My allegiance was forever shifting between the men I went to bed with and the women back at home.

Photo: Nancy R. Cohen/Getty Images

When it came to his thought process, his intentions, and his feelings for me, Roger was probably the most communicative, proactive, direct man I’d ever met. He was also my client — one of the best, in both senses of the word. We spent a lot of time together, meaning he hired me often, and he was reliable to the point of predictability: respectful, undemanding, and trustworthy.  

Though Roger was assiduously honest with me, he didn’t extend the same courtesy to his wife. I wondered about her, as I wondered about most clients’ spouses, with lazy yet broad curiosity. Did the wives permit their husbands’ infidelity while feigning ignorance? Were they relieved to be free from the imposition of sex? At home, did the spouses speak to each other lovingly, touch each other casually? Were they physically affectionate, or was all skin-to-skin contact gone?

Bed death was the excuse offered by clients who felt obligated to explain why they were in a committed relationship and also naked with me, and to their credit it was normally presented with resignation but not accusation or enmity. “We don’t have sex anymore” held both parties responsible — or neither, as if they were just adapting to a circumstantial change, like they’d sold their sailboat or their outdoor cat had gone missing. If there really had been years of little to no erotic intimacy, surely the wives could figure out how the husbands coped. Maybe the wives coped by using adultery, too.

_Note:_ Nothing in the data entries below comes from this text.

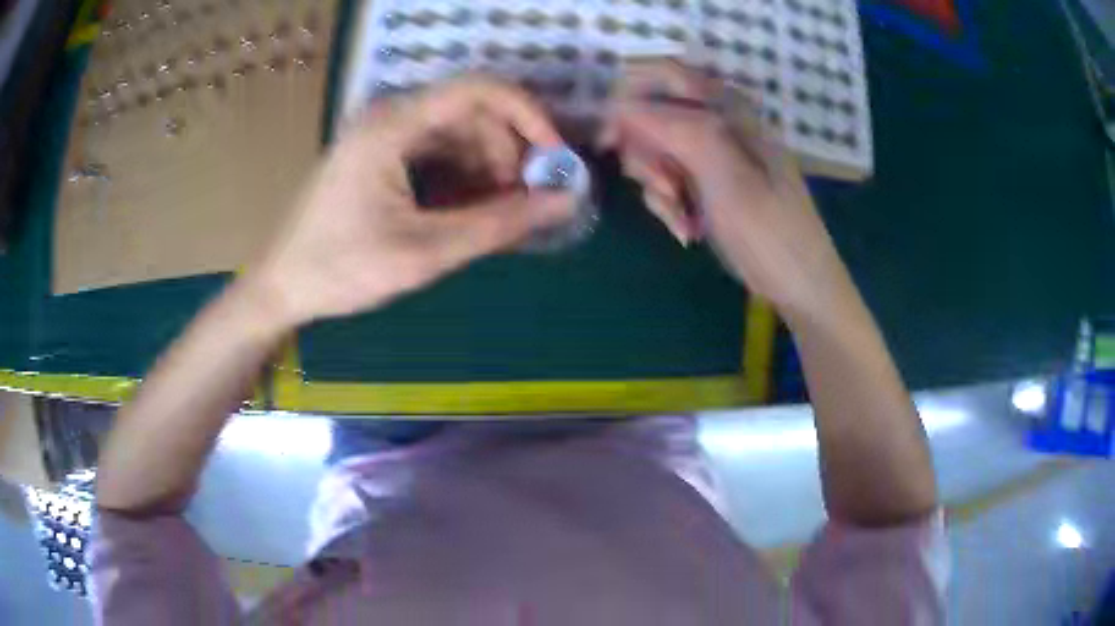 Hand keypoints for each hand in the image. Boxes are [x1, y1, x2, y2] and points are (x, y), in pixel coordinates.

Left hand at [246, 76, 575, 328]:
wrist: (281, 286)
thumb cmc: (341, 269)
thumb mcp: (424, 252)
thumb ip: (498, 225)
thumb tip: (564, 201)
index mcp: (393, 127)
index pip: (479, 90)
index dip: (528, 115)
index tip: (554, 156)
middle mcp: (389, 118)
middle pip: (471, 113)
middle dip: (508, 151)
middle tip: (526, 200)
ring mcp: (382, 135)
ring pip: (457, 133)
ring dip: (487, 167)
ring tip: (498, 213)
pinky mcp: (379, 155)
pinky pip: (436, 151)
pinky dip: (462, 176)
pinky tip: (468, 209)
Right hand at [602, 60, 854, 319]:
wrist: (798, 284)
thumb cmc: (770, 231)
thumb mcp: (727, 177)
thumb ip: (677, 131)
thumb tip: (620, 106)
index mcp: (730, 110)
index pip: (664, 77)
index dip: (629, 99)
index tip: (609, 140)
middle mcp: (718, 124)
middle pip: (653, 116)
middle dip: (647, 156)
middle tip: (666, 188)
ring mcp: (712, 156)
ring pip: (656, 152)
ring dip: (658, 186)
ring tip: (682, 216)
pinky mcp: (708, 183)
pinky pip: (668, 181)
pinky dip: (669, 205)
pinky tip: (688, 229) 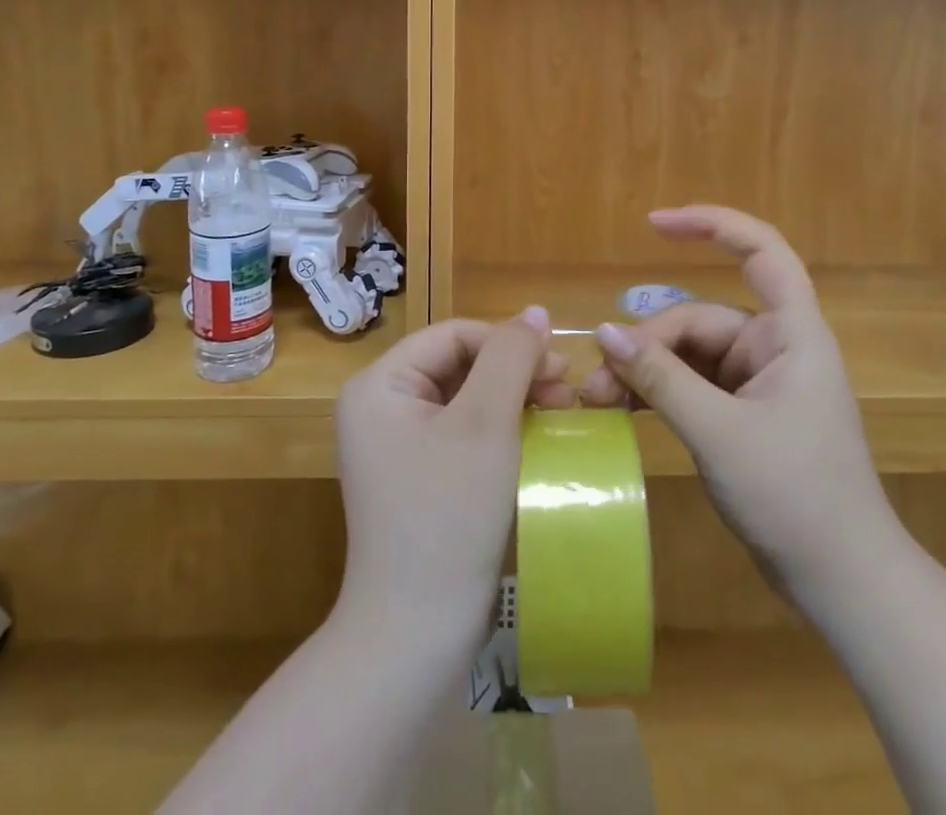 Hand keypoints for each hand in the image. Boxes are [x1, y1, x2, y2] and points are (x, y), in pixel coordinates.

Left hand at [333, 309, 574, 654]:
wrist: (416, 634)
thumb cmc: (449, 515)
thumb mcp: (486, 423)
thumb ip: (511, 356)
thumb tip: (535, 311)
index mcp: (379, 385)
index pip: (454, 335)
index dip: (508, 342)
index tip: (560, 366)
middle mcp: (379, 406)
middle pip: (459, 364)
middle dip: (515, 372)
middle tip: (566, 391)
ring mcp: (396, 444)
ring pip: (466, 397)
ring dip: (514, 398)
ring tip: (560, 412)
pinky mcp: (417, 476)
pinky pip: (463, 431)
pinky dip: (501, 429)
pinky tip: (536, 438)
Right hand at [580, 206, 893, 598]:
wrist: (844, 585)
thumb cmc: (796, 497)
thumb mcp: (719, 434)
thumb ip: (661, 379)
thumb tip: (603, 332)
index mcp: (791, 334)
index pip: (762, 251)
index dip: (713, 224)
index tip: (655, 223)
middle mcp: (775, 347)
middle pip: (699, 320)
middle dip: (647, 344)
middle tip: (596, 382)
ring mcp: (759, 382)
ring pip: (689, 356)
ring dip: (645, 372)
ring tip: (598, 401)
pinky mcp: (745, 414)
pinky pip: (693, 386)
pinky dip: (659, 394)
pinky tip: (621, 410) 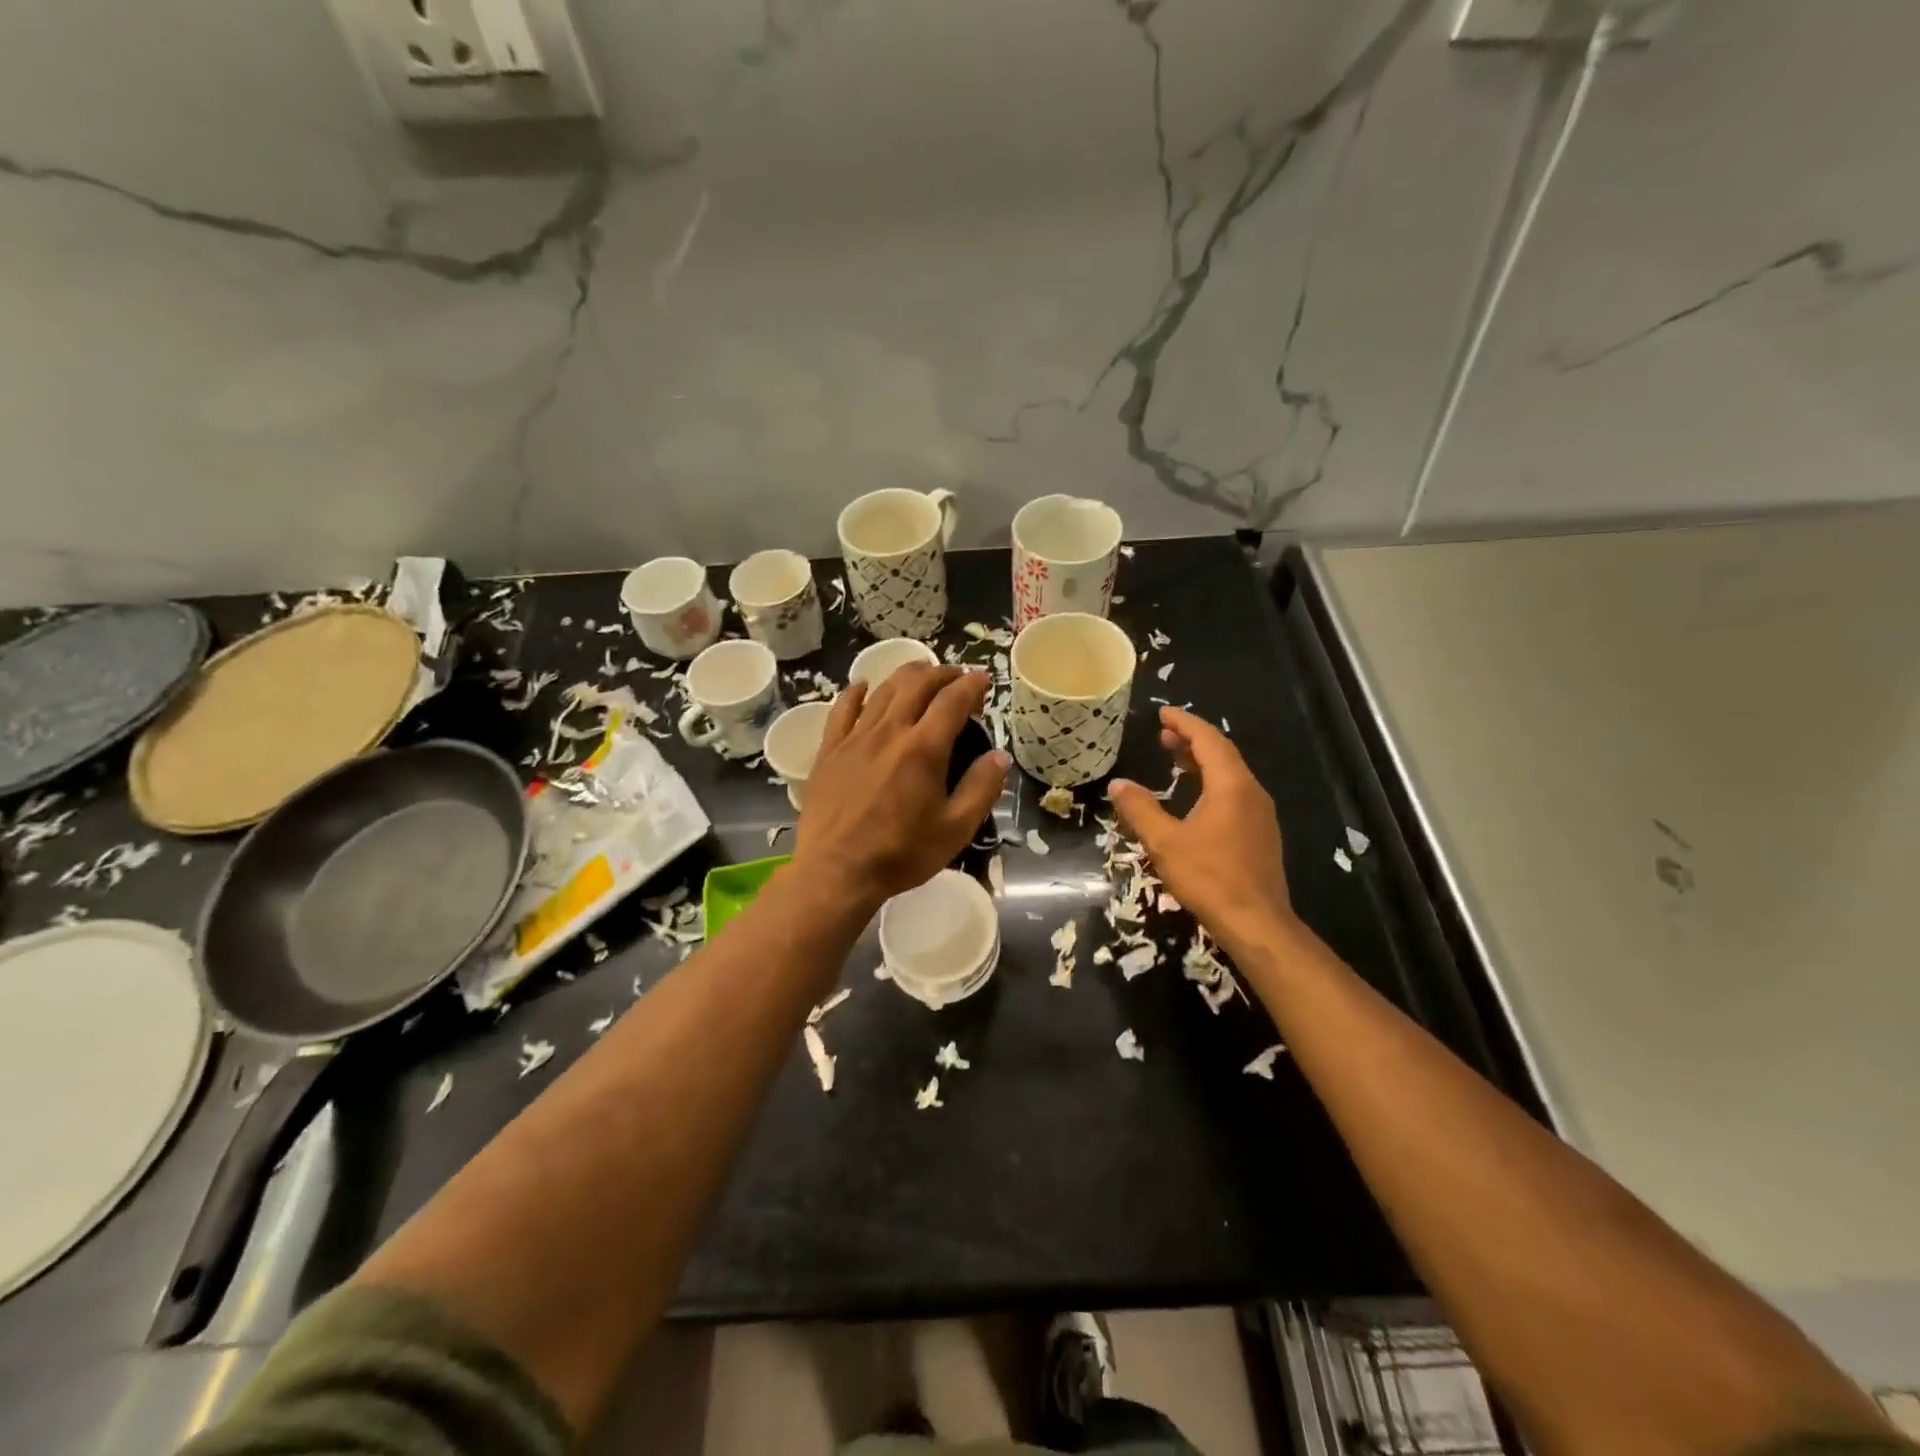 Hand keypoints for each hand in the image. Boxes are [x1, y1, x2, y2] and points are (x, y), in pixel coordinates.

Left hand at [794, 663, 1008, 909]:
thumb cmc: (901, 853)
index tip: (983, 679)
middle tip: (955, 676)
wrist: (837, 871)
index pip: (952, 700)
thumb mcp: (956, 829)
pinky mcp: (829, 750)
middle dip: (941, 673)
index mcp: (924, 749)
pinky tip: (863, 686)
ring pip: (882, 690)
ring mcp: (855, 738)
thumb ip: (981, 789)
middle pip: (916, 685)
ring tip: (920, 673)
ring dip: (906, 675)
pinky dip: (856, 692)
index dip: (971, 684)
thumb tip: (1000, 756)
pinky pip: (842, 709)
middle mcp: (889, 732)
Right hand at [1108, 707, 1295, 952]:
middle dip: (1192, 740)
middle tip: (1163, 735)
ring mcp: (1260, 814)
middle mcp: (1251, 792)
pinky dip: (1212, 783)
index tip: (1163, 713)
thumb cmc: (1209, 878)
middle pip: (1222, 754)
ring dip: (1202, 762)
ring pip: (1230, 774)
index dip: (1184, 723)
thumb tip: (1118, 784)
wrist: (1257, 923)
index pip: (1208, 740)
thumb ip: (1140, 809)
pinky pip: (1235, 793)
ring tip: (1174, 759)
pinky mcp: (1260, 834)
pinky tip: (1195, 798)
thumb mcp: (1164, 842)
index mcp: (1231, 786)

Sometimes hysterectomies were cited, or chronic illness, or resistance to a specific, obsessive predilection. If a client had an easily indulged fetish, like foot worship, I’d encourage him to explain to his wife how important it was to him, so she’d have a proper opportunity to join in. But the strength of the shame meant that any whiff of “no” tended to linger for years, and the guy was usually so afraid of treating it with the seriousness it deserved, he’d make the request sound like a short-lived whim. If she laughed it off or made a face or asked him why they would do that with each other, he’d never mention it again. That misunderstanding impeded the creation of new intimacy and pushed them apart. Couples don’t have to share everything with each other, but this, to me, was an unnecessary loss.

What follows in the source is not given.